Di luar Muhaimin, Ketua Umum
Hanura Oesman Sapta Odang mengumumkan untuk mencalonkan Wiranto sebagai
pendamping Jokowi pada pilpres mendatang. Ketua-ketua umum parpol koalisi
lainnya tentu berharap sama, dipinang Jokowi untuk menggantikan posisi Jusuf
Kalla. Golkar yang begitu bersemangat mendukung Jokowi, tentu tak ingin
kehilangan momentum untuk mengusung Airlangga Hartarto sebagai pendamping
mantan gubernur Jakarta tersebut.
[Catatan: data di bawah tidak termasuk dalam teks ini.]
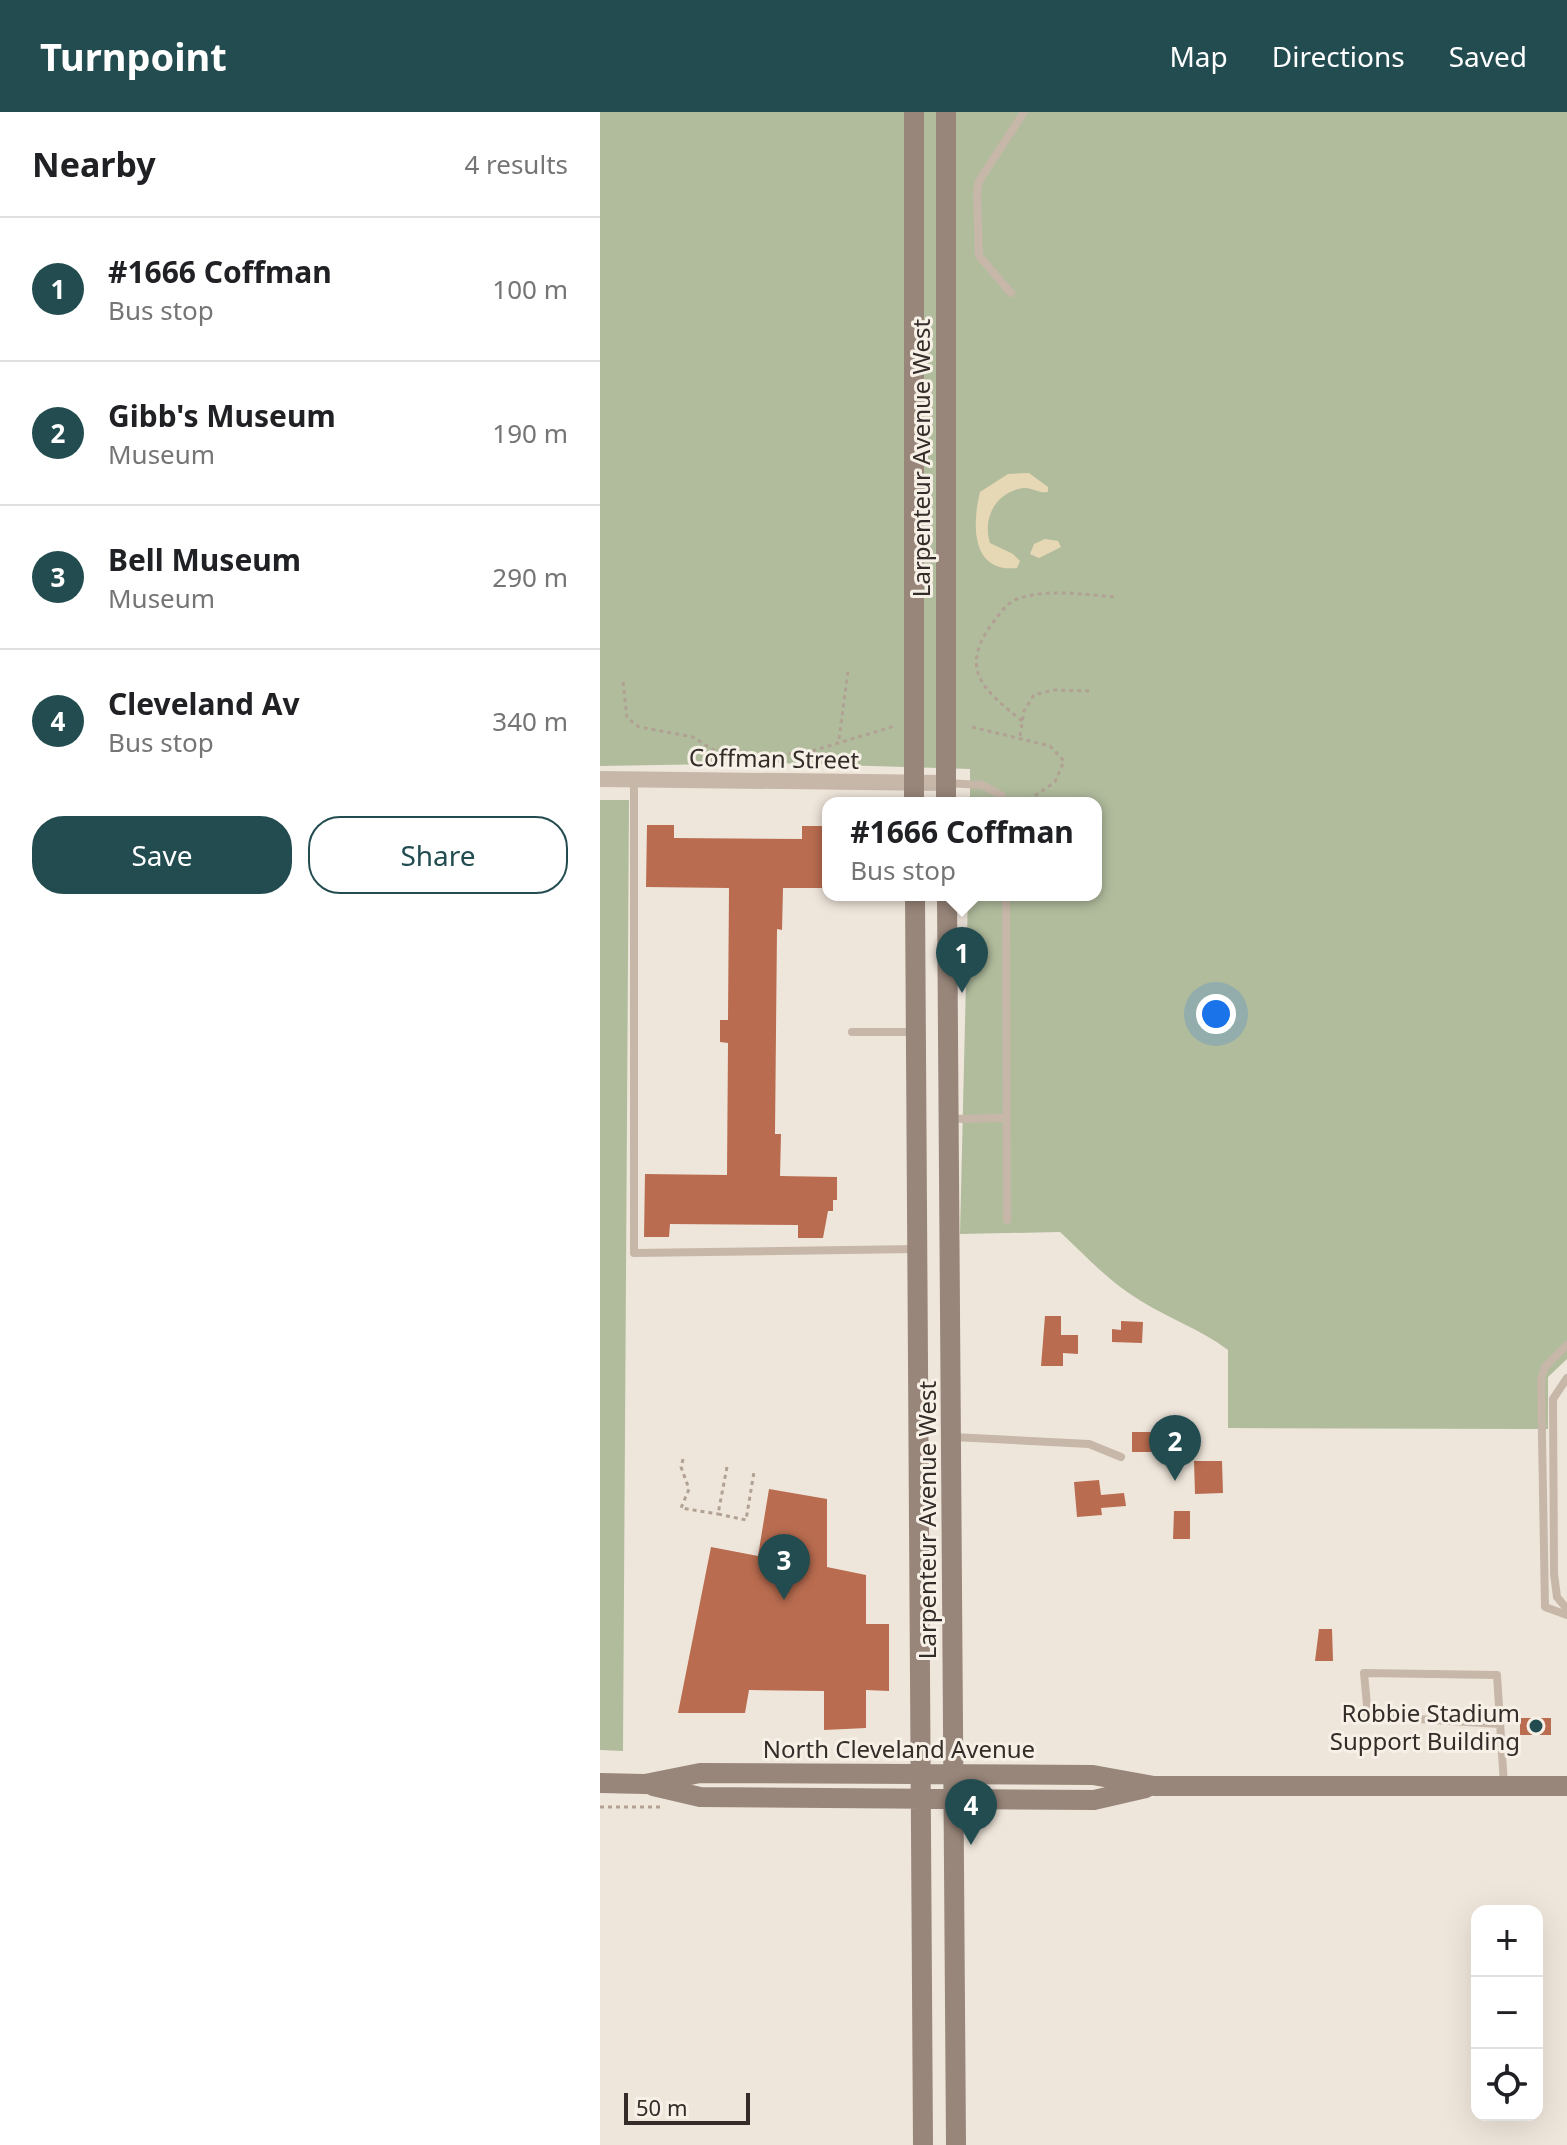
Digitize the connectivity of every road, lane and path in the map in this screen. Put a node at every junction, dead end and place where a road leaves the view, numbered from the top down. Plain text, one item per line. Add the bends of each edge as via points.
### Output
1 (914, 112) edge
2 (946, 112) edge
3 (1024, 112) edge
4 (1011, 293) dead end
5 (1117, 597) dead end
6 (848, 671) dead end
7 (623, 682) dead end
8 (1090, 691) dead end
9 (1022, 721) junction
10 (898, 725) dead end
11 (972, 727) dead end
12 (1020, 736) junction
13 (839, 741) junction
14 (600, 779) edge
15 (634, 779) junction
16 (914, 793) edge
17 (946, 793) edge
18 (1002, 797) edge
19 (1033, 797) edge
20 (915, 901) edge
21 (947, 901) edge
22 (1006, 901) edge
23 (852, 1032) dead end
24 (916, 1032) junction
25 (1006, 1118) junction
26 (949, 1119) junction
27 (1007, 1220) dead end
28 (917, 1249) junction
29 (1567, 1345) edge
30 (1567, 1378) edge
31 (952, 1413) junction
32 (919, 1415) junction
33 (952, 1437) junction
34 (1121, 1457) dead end
35 (683, 1459) dead end
36 (727, 1467) dead end
37 (754, 1472) dead end
38 (718, 1514) junction
39 (1567, 1612) edge
40 (1500, 1724) junction
41 (921, 1774) junction
42 (955, 1775) junction
43 (600, 1783) edge
44 (645, 1784) junction
45 (1567, 1785) edge
46 (1154, 1786) junction
47 (1504, 1786) junction
48 (921, 1798) junction
49 (954, 1799) junction
50 (923, 2145) edge
51 (956, 2145) edge

1 - 16 main road, Larpenteur Avenue West
2 - 17 main road, Larpenteur Avenue West
3 - 4 lane via 977,191 979,256
5 - 9 path via 1038,595 1003,608 979,645 976,670 997,700
6 - 13 path
7 - 13 path via 627,718 639,727 693,737 726,758 805,753
8 - 9 path via 1042,691 1029,701
9 - 12 path
10 - 13 path
11 - 12 path
12 - 19 path via 1050,746 1064,761 1055,782
14 - 15 street, Coffman Street
15 - 16 street, Coffman Street
15 - 28 lane via 634,1253
16 - 17 street, Coffman Street
17 - 18 lane via 982,785
20 - 24 main road, Larpenteur Avenue West
21 - 26 main road, Larpenteur Avenue West
22 - 25 lane
23 - 24 lane
24 - 28 main road, Larpenteur Avenue West
25 - 26 lane
25 - 27 lane
26 - 31 main road, Larpenteur Avenue West
28 - 32 main road, Larpenteur Avenue West
29 - 39 lane via 1545,1367 1541,1379 1545,1607
30 - 39 lane via 1553,1399 1554,1574 1557,1597
31 - 32 main road
31 - 33 main road, Larpenteur Avenue West
32 - 41 main road, Larpenteur Avenue West
33 - 34 lane via 1089,1444
33 - 42 main road, Larpenteur Avenue West
35 - 38 path via 689,1489 681,1508
36 - 38 path
37 - 38 path via 746,1520
40 - 40 lane via 1497,1675 1364,1673 1368,1716
40 - 47 lane
41 - 42 main road, North Cleveland Avenue
41 - 44 main road, North Cleveland Avenue via 700,1773
41 - 48 main road, Larpenteur Avenue West
42 - 46 main road, North Cleveland Avenue via 1093,1775
42 - 49 main road, Larpenteur Avenue West
43 - 44 main road, North Cleveland Avenue
44 - 48 main road, North Cleveland Avenue via 700,1797
45 - 47 main road, North Cleveland Avenue
46 - 47 main road, North Cleveland Avenue
46 - 49 main road, North Cleveland Avenue via 1094,1800
48 - 49 main road, North Cleveland Avenue
48 - 50 main road, Larpenteur Avenue West
49 - 51 main road, Larpenteur Avenue West

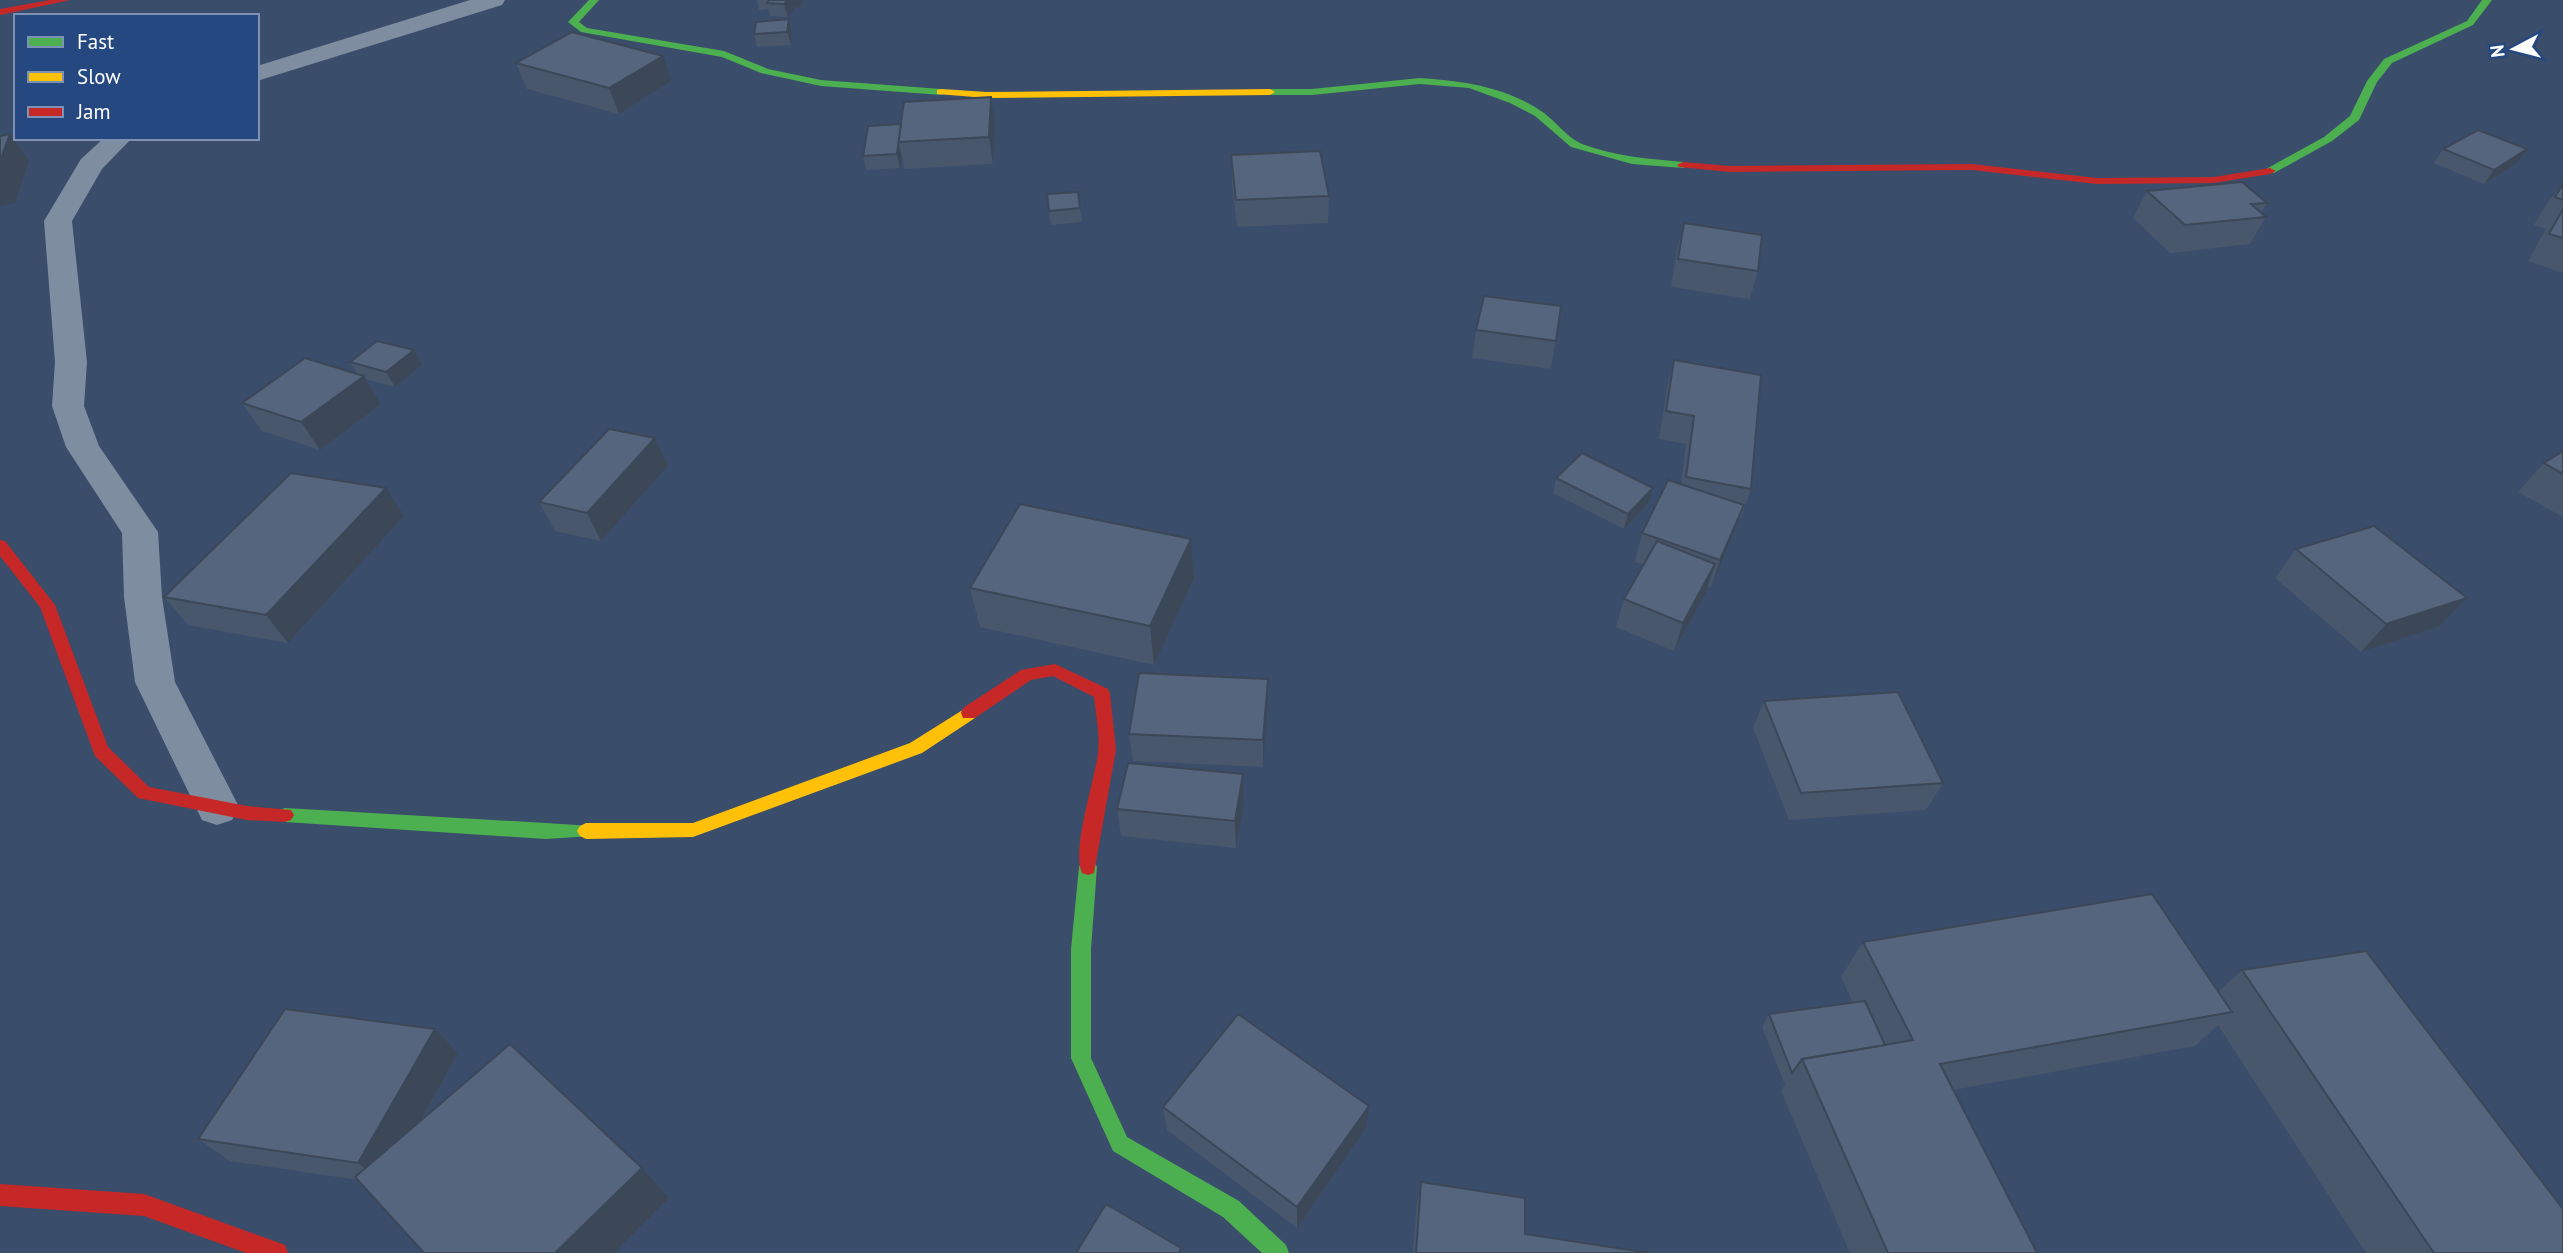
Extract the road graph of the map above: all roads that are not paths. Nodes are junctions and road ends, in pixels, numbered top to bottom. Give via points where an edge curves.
1 (65, 0) edge
2 (494, 0) edge
3 (594, 0) edge
4 (2487, 0) edge
5 (0, 12) edge
6 (259, 73) edge
7 (117, 140) edge
8 (0, 545) edge
9 (217, 807) junction
10 (0, 1195) edge
11 (277, 1253) edge
12 (1278, 1253) edge

1 - 5 street
2 - 6 street
3 - 4 street via 573,22 584,30 724,54 765,71 821,83 987,95 1312,92 1420,81 1470,85 1514,101 1539,114 1575,145 1632,162 1730,169 1972,167 2097,181 2214,180 2267,173 2355,118 2372,81 2388,61 2470,23
7 - 9 street via 90,165 58,220 71,362 68,406 83,447 140,532 155,682
8 - 9 street via 47,605 102,751 144,793
9 - 12 street via 247,813 546,831 693,830 916,748 1027,674 1055,670 1102,694 1107,750 1088,852 1081,948 1081,1058 1120,1144 1231,1209
10 - 11 street via 144,1205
Apalagi hubungan Jokowi dan Golkar tengah
mengalami masa bulan madu politik, sehingga Airlangga pun dibiarkan tetap
menjabat sebagai menteri perindustrian merangkap ketua umum partai beringin.
Apakah cawapres bagi Jokowi
berasal dari pimpinan parpol, tak seorang pun tahu. Sebagai kader PDI
Perjuangan, saya kira Jokowi tahu diri, sehingga belum tentu ia bisa memilih
cawapres sendiri. Apalagi potensi friksi internal koalisi akan muncul bila
cawapres berasal dari salah satu pimpinan parpol koalisi. Di sisi lain,
koalisi banyak parpol tidak sepenuhnya identik dengan dukungan elektoral,
sehingga tak ada jaminan pula bahwa pilihan atas cawapres dari parpol koalisi
akan turut mengerek elektabilitas Jokowi.
Tunaikan janji politik
Oleh karena itu prioritas Jokowi
saat ini semestinya bukanlah mencari dan memikirkan cawapres pendamping.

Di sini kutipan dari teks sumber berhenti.